One of the nicest things about moving is that sense of STARTING FRESH. Of course, you are still the same person that you were in your old neighborhood — but in some ways, you get a chance to do things differently. You might take a job in a different industry, get involved in community activities you have never tried before, or decorate your home in a new style. So why would you want to bring along a lot of excess “paraphernalia” from your old lifestyle? If you are going to make a change, go on ahead and do it without remnants from the past hanging on. If you are no longer interested in macrame, don’t even think about packing your macrame supplies on the truck! If you are giving up the corporate job to be a stay-at home mom, consign your suits or donate your work clothes to a women’s charity.

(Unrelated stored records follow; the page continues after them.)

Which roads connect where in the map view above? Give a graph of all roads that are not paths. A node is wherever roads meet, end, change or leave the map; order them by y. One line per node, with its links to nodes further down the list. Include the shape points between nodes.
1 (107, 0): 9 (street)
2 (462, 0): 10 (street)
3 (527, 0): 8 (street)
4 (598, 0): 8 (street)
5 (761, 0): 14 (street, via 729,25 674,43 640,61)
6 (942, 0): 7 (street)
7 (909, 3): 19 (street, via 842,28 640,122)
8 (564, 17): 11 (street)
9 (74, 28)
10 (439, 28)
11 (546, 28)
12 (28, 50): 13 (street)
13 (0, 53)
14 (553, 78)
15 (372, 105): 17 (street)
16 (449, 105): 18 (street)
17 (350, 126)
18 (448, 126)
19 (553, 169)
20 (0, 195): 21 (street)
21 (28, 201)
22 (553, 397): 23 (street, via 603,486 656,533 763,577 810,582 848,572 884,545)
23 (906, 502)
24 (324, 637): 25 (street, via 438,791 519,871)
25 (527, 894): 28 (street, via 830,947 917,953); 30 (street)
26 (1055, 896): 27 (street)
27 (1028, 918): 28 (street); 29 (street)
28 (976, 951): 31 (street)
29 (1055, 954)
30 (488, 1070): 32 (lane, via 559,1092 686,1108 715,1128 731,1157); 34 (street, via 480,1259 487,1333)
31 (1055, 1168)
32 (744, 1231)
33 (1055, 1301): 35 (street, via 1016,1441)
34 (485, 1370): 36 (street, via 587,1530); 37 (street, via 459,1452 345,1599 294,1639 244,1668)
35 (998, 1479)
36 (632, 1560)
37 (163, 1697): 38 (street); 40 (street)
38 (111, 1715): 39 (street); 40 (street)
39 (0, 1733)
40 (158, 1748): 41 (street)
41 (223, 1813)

Take a minute to think about who you want to be and what kind of environment you desire before you start packing up — it will not only lighten your load but also get the creative juices flowing!
WHAT IS THE WORST THING THAT WOULD HAPPEN IF I GOT RID OF IT?
When my clients are anxious about discarding an item, they are really saying, “I’m afraid of what might happen if I got rid of it.” This is simply fear of the UNKNOWN — uncertainty about the consequences of their actions. So I ask my clients to let their apprehensions run wild, and to imagine the absolute WORST-CASE scenario. Quite often, the worst-case scenario is not that bad. Will the world end if you toss out that ring binder you haven’t used since college? Probably not. This knowledge helps dissipate the fear and makes letting go a little easier.
So let your imagination run wild as you clean out. Picture the craziest, most unlikely scenario that you can. For example — if you tossed out your old tax returns and the IRS decided to audit you and you couldn’t prove you had paid your taxes, the IRS might take everything you own and leave you living in a box under the freeway. So that’s an important item to keep. But if you tossed out an old Southern Living magazine from 1985 and there was a recipe for cherry cheesecake in there that you wanted later, you could simply go to the library or look it up on the internet. Not quite as critical to your existence on this planet!